More Than 3,100 New Child Care Spaces for Families Across Ontario
Province Creating New Spaces Ahead of Implementing Free Preschool Child Care
Ontario is continuing to make it easier for families to find high-quality licensed child care by creating another 3,100 new spaces that will help to accommodate families taking advantage of the government's free preschool child care for children aged 2.5 until they are eligible for kindergarten.
Premier Kathleen Wynne was at King Edward Junior and Senior Public School in Toronto today to announce that in May, new funding will roll out across the province for new licensed child care spaces in community locations, such as community centres, places of worship and Indigenous friendship centres. Ontario will support 75 projects to transform existing spaces and build additions, giving parents increased access to quality child care in their communities.
Today's announcement is part of a series of actions the government is taking to ensure that every child and family has access to a range of high-quality and affordable child care:
- This funding is on top of the government's investment in renovation and addition projects at schools, which will create more than 15,000 new licensed child spaces
- It is the latest step in helping 100,000 more children from 0 to 4 access licensed child care over the next five years
- Since September 2016, Ontario has increased access to licensed child care for a total of 31,000 children aged 0-4
- Beginning in 2020, the government is making licensed preschool child care absolutely free for kids from age 2.5 until they can start kindergarten.
Building more child care spaces and making child care more affordable will give parents, especially women, more choice about when and if they return to work, which will help close the gender wage gap and grow Ontario's economy.
Providing parents with more choices for high-quality and affordable child care is part of the government's plan to support care, create opportunity and make life more affordable during this period of rapid economic change.
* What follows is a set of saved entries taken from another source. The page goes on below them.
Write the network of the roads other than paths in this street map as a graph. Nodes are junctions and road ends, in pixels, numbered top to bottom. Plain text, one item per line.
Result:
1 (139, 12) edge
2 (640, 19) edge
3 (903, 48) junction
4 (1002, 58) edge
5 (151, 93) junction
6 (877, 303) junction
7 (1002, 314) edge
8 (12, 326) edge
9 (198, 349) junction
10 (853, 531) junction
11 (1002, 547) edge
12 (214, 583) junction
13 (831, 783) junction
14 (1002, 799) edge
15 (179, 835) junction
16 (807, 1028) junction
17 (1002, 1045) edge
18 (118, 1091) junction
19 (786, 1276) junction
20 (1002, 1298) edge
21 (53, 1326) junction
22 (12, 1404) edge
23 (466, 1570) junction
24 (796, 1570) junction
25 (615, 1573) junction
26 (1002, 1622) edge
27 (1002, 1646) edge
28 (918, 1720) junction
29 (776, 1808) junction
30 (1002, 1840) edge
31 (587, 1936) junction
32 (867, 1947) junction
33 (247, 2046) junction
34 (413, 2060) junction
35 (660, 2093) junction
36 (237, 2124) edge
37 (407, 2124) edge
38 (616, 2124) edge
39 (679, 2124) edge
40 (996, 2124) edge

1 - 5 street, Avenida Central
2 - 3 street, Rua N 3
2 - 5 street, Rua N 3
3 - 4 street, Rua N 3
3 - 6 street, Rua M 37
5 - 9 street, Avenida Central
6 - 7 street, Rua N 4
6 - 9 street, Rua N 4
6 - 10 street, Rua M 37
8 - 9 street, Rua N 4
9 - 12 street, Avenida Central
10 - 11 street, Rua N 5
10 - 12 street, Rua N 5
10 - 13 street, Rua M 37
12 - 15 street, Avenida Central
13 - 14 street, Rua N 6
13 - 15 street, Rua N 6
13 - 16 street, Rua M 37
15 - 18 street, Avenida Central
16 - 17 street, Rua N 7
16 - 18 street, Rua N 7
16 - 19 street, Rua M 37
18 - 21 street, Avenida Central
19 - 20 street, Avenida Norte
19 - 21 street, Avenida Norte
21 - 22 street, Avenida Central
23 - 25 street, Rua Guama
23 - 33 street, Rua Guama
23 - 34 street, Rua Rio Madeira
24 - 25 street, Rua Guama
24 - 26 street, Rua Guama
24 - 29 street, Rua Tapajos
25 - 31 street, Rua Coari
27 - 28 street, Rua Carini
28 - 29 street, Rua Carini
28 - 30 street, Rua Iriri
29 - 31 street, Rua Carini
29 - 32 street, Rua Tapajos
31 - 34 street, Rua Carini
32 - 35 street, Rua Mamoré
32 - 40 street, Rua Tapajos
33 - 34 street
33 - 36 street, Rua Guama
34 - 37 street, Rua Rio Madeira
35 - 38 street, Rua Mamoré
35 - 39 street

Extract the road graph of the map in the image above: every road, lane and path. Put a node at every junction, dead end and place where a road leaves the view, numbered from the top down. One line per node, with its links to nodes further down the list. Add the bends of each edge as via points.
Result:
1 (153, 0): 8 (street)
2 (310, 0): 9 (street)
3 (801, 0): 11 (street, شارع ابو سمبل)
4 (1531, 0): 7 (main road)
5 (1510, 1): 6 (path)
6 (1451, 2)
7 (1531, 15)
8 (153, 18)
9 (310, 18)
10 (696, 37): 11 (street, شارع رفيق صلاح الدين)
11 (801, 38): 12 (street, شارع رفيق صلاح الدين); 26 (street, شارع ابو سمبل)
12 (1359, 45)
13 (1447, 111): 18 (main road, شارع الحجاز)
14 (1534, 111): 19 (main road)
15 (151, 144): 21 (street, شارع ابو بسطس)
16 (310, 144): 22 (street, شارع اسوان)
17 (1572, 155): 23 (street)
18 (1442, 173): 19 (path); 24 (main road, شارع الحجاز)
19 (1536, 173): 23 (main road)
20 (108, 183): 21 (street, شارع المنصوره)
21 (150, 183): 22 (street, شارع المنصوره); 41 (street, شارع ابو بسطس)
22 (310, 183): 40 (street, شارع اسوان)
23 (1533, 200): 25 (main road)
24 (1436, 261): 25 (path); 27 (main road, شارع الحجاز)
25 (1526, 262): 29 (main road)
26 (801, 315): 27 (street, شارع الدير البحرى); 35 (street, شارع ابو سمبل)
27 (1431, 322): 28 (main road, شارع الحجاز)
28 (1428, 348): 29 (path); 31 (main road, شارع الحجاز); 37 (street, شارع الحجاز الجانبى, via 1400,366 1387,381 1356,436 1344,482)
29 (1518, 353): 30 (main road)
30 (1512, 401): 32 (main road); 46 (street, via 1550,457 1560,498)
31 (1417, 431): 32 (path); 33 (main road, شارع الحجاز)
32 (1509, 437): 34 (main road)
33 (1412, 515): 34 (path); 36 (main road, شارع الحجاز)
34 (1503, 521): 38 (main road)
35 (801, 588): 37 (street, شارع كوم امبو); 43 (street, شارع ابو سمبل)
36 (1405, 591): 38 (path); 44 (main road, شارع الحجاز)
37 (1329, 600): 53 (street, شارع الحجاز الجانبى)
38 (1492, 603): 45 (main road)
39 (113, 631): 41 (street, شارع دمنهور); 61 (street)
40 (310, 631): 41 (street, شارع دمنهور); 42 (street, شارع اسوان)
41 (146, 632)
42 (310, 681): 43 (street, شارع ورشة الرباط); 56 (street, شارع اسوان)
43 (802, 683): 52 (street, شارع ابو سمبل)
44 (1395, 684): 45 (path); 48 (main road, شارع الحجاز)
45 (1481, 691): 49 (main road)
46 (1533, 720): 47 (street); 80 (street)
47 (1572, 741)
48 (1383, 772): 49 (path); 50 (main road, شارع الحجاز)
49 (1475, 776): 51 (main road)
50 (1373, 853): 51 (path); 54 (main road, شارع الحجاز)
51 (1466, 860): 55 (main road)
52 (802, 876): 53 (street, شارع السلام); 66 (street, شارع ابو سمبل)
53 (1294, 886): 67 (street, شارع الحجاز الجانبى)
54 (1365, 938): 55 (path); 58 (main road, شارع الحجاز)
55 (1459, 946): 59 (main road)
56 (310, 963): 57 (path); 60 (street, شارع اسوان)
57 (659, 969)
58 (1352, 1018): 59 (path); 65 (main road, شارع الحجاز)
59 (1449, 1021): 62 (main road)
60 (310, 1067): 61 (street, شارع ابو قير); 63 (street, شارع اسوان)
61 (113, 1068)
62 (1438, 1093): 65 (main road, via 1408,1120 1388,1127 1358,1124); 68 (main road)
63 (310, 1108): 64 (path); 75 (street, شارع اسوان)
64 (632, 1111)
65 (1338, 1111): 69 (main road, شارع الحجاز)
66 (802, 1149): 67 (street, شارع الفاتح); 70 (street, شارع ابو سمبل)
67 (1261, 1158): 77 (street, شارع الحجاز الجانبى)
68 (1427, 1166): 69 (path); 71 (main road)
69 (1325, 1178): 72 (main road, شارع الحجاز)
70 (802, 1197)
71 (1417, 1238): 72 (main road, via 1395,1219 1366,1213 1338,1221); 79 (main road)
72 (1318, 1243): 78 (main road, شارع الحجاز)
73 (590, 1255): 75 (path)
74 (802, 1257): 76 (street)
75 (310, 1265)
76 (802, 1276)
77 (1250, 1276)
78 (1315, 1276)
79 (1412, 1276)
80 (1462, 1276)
The plan includes free prescription drugs for everyone under 25, and 65 or over, through the biggest expansion of medicare in a generation, free tuition for hundreds of thousands of students, a higher minimum wage and better working conditions, and free preschool child care from ages 2.5 to kindergarten.
- Ontario is investing $78.6 million this year to support 3,144 licensed child care spaces based in community spaces.
- Funding for these new spaces will start in May 2018, and all of them are required to open no later than December 2020.
- The funding announced today is part of Ontario’s commitment to invest $1.6 billion in capital funding to support the creation of 45,000 new spaces in schools, other public sector spaces and community locations over the next five years.
- This investment also includes more than $930 million to make licensed child care free for kids from the age of 2.5 until they are eligible for kindergarten, starting in September 2020, and about $1 billion over three years to support reduced fees and more subsidized spaces for infants and toddlers.
- Making child care more affordable and accessible was one of the key recommendations from the Gender Wage Gap Steering Committee to close the gender wage gap.
- Ontario is now investing a historic $1.9 billion in early years and child care, which is an increase of 82 per cent since 2014.
- Since 2012–13, the number of licensed child care spaces in Ontario has grown to more than 427,000 — a 45 per cent increase.
“I hear from parents across the province who are worried about finding good, safe and affordable child care. They expect their government’s help and I agree. It’s why we are building child care spaces in a way that is fair and thoughtful. We understand that when it comes to child care, affordability and access have to go hand-in-hand. There are so many public spaces across Ontario that we can use to help relieve parents’ stress about finding the right care for their child. Renovating rooms and building additions at places of worship, or community and Indigenous friendship centres will give parents more choice when it comes to child care, so they can return to work when they choose and know their child will be safe and well cared for.”
“This investment builds vital child care spaces right where parents and caregivers need them. By making it easier for Ontario families to access licensed child care spots in community centres and other public spaces in their neighbourhoods, we are giving families more options and support. With more child care spaces, more fee subsidies and access to free child care for preschoolers, we are ensuring that children across our province get the best possible start in life.”